--- Records to process ---
——————————

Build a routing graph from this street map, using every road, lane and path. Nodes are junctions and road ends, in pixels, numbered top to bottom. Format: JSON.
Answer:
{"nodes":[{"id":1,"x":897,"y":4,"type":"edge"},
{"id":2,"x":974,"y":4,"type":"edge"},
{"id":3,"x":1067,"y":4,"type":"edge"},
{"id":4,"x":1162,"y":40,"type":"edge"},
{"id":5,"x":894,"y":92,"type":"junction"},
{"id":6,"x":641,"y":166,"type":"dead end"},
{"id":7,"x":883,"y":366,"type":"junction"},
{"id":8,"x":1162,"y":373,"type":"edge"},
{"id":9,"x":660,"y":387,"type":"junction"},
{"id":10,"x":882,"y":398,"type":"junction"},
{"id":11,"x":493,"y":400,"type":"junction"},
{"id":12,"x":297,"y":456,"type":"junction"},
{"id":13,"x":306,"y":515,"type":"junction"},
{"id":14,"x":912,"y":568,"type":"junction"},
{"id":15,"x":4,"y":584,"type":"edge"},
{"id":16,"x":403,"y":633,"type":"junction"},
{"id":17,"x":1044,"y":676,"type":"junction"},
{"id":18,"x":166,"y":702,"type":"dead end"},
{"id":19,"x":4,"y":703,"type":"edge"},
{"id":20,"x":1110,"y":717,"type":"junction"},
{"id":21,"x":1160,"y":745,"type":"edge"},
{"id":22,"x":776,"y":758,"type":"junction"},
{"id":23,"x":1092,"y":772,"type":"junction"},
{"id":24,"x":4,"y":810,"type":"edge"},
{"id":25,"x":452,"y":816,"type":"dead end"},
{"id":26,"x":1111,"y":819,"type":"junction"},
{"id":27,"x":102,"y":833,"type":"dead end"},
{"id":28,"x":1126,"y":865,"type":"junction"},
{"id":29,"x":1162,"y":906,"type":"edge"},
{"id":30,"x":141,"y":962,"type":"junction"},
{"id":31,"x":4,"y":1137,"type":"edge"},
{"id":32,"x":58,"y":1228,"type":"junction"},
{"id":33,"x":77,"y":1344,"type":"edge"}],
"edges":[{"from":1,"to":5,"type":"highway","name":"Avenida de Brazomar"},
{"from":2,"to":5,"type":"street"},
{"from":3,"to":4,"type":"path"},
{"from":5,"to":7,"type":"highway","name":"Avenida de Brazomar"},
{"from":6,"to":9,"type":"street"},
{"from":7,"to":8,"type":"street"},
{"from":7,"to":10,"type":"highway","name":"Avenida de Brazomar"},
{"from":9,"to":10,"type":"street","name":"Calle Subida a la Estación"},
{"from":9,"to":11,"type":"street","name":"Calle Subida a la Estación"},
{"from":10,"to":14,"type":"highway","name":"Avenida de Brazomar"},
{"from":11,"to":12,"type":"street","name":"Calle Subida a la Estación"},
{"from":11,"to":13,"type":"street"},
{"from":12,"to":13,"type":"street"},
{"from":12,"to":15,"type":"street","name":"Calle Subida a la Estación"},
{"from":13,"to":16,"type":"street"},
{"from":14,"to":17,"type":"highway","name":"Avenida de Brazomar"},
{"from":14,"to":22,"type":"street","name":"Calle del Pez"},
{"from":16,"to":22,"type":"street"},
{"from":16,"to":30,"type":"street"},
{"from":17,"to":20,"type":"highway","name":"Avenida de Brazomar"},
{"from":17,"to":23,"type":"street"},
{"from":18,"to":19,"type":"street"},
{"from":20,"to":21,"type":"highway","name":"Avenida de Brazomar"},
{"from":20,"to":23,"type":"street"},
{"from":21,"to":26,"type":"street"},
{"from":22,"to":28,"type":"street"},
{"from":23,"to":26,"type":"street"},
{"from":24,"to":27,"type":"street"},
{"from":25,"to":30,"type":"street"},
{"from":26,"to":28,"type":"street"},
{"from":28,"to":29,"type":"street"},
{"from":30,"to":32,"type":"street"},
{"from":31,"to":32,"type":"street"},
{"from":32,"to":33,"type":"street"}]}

——————————

--- Work instruction ---
From the material above, return every line that contains "Avenida".

--- Exercise answer ---
"edges":[{"from":1,"to":5,"type":"highway","name":"Avenida de Brazomar"},
{"from":5,"to":7,"type":"highway","name":"Avenida de Brazomar"},
{"from":7,"to":10,"type":"highway","name":"Avenida de Brazomar"},
{"from":10,"to":14,"type":"highway","name":"Avenida de Brazomar"},
{"from":14,"to":17,"type":"highway","name":"Avenida de Brazomar"},
{"from":17,"to":20,"type":"highway","name":"Avenida de Brazomar"},
{"from":20,"to":21,"type":"highway","name":"Avenida de Brazomar"},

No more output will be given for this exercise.